The health-care giant will pay $10 million to Cuyahoga and Summit counties, Ohio, as well as reimburse $5 million in legal fees and donate $5.4 million for opioid-related programs in the communities, The Post reports.

The case was brought by more than 2,500 counties, cities, and Native American tribes. 

In August, Johnson & Johnson was ordered to pay the state of Oklahoma $572 million in the first opioid-related state case to go to trial.

Cleveland County (Okla.) District Judge Thad Balkman found the pharmaceutical company responsible for the opioid crisis in Oklahoma, one of more than 40 states waging lawsuits, The Washington Post reports.

An estimated 400,000 people have died of overdoses from painkillers, heroin and illegal fentanyl since 1999.

Lawsuits pile up against Purdue Pharma, other drug companies over OxyContin

Photograph: Jessica Hill/AP, published in a report by The Guardian on 3/28/19.

Photograph: Jessica Hill/AP, published in a report by The Guardian on 3/28/19.

Amid hints of a pending bankruptcy filing, officials are weighing their options in a mounting legal push against Purdue Pharma, manufacturer of the narcotic prescription painkiller, OxyContin.

Oklahoma settled for $270 million with Purdue and the company’s owners, the Sackler family, The Guardian reports. Oklahoma’s attorney general, Mike Hunter, feared that the state might be left unable to collect if the company filed for bankruptcy, according to the publication.

“The $75m payment by members of the Sackler family, as part of the $270m, was a first,” The Guardian notes, “the first time the family has directly contributed toward addressing the consequences of the opioid epidemic.”

“The Oklahoma settlement is a foretaste of a barrage of civil lawsuits in the pipeline against not only Purdue but dozens of drug manufacturers, distributors and pharmacies as cities and states seek billions of dollars from those they blame for the biggest drug epidemic in US history,” The Guardian reports.

Opioid makers face lawsuits

Image from a report in The Atlantic, 6/2/17, "Are Pharmaceutical Companies to Blame for the Opioid Epidemic?"

Image from a report in The Atlantic, 6/2/17, “Are Pharmaceutical Companies to Blame for the Opioid Epidemic?

Gripped by the tragic toll of prescription drug overdoses, states, municipalities and labor unions are suing opioid manufacturers.

“Philadelphia-area union workers are joining a wave of litigation against opioid manufacturers after losing eight members to addiction in 11 months,” Policy and Medicine reported in an Oct. 18, 2017 update.

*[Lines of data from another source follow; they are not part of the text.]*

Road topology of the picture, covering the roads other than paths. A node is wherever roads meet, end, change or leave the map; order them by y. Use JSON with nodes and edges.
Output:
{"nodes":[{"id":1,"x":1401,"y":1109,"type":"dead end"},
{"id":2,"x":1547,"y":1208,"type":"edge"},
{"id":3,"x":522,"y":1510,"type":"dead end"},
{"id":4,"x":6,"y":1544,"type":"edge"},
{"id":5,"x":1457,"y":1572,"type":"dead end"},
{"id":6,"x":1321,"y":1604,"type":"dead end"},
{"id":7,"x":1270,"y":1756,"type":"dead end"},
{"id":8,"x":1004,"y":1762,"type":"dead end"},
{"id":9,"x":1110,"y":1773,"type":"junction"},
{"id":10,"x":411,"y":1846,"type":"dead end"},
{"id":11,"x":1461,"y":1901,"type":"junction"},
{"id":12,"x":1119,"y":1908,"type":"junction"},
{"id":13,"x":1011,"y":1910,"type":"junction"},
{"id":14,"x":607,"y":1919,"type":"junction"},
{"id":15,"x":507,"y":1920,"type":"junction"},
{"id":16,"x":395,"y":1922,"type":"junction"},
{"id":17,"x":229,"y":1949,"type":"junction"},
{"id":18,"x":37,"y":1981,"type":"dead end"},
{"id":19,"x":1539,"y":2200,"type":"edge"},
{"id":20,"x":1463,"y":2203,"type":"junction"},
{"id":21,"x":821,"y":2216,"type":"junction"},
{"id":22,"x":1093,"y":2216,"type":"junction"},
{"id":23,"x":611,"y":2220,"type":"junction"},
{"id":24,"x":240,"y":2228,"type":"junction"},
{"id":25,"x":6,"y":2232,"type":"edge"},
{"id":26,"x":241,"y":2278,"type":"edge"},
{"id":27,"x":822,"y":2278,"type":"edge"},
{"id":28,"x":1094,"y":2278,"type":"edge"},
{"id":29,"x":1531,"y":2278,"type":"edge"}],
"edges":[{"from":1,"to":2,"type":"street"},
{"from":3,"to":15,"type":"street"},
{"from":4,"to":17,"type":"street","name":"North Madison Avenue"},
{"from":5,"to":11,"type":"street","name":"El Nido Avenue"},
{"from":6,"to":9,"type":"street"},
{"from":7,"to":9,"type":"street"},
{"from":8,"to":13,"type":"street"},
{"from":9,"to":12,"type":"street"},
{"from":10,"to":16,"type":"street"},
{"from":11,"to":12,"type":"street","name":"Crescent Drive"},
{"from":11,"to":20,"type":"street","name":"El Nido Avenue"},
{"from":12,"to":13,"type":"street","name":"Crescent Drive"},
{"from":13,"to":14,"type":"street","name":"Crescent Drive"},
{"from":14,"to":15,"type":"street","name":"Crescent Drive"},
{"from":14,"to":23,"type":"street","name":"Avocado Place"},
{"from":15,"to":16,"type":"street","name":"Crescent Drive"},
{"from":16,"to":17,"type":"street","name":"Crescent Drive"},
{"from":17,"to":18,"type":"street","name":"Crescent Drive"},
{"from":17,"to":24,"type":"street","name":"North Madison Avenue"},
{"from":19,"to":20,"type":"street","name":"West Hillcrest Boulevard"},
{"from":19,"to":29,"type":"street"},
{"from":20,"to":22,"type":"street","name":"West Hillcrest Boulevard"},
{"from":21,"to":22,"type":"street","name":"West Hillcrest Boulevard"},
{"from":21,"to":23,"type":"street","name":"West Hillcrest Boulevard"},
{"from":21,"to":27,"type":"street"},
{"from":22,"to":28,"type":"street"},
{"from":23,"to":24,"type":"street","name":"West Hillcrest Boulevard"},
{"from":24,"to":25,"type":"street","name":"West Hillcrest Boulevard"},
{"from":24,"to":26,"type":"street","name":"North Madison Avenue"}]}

“In addition to the Philadelphia Federation of Teachers Health and Welfare Fund, the International Brotherhood of Electrical Workers Local Union 98 (IBEW) said it is preparing to file a lawsuit against pharmaceutical companies that have contributed to the growing opioid crisis.” Other local and national unions may join a class action suit, the site reported.

A coalition of 41 states’ attorneys general also served five major opioid manufacturers with subpoenas “seeking information about how these companies marketed and sold prescription opioids,” according to the update. “The coalition is also demanding documents and information related to distribution practices from three drug distributors.”

Many point to the tobacco industry as precedent for these lawsuits, when, in 1998, tobacco manufacturers, 46 states and six other jurisdictions entered into the largest civil-litigation settlement agreement in U.S. history.

“Some attorneys general and advocates are now asking in court whether the pharmaceutical companies who marketed the drugs and downplayed their addictive nature can be held legally responsible for—and made to pay for the consequences of—the crisis,” reports the Atlantic.

However, some legal experts say that the courts may not see it that way. According to that report, “With the tobacco-industry lawsuits, customers were using the product as instructed and got sick. With opioids it’s a different story: Customers are not using the pills as directed, and so it is harder to blame the pharmaceutical companies for the effects of that misuse, according to Lars Noah, a professor of law at the University of Florida. In addition, doctors, not consumers, were the ones targeted by the aggressive marketing campaigns undertaken by pharmaceutical companies, so it can be difficult to link consumer deaths with aggressive marketing.”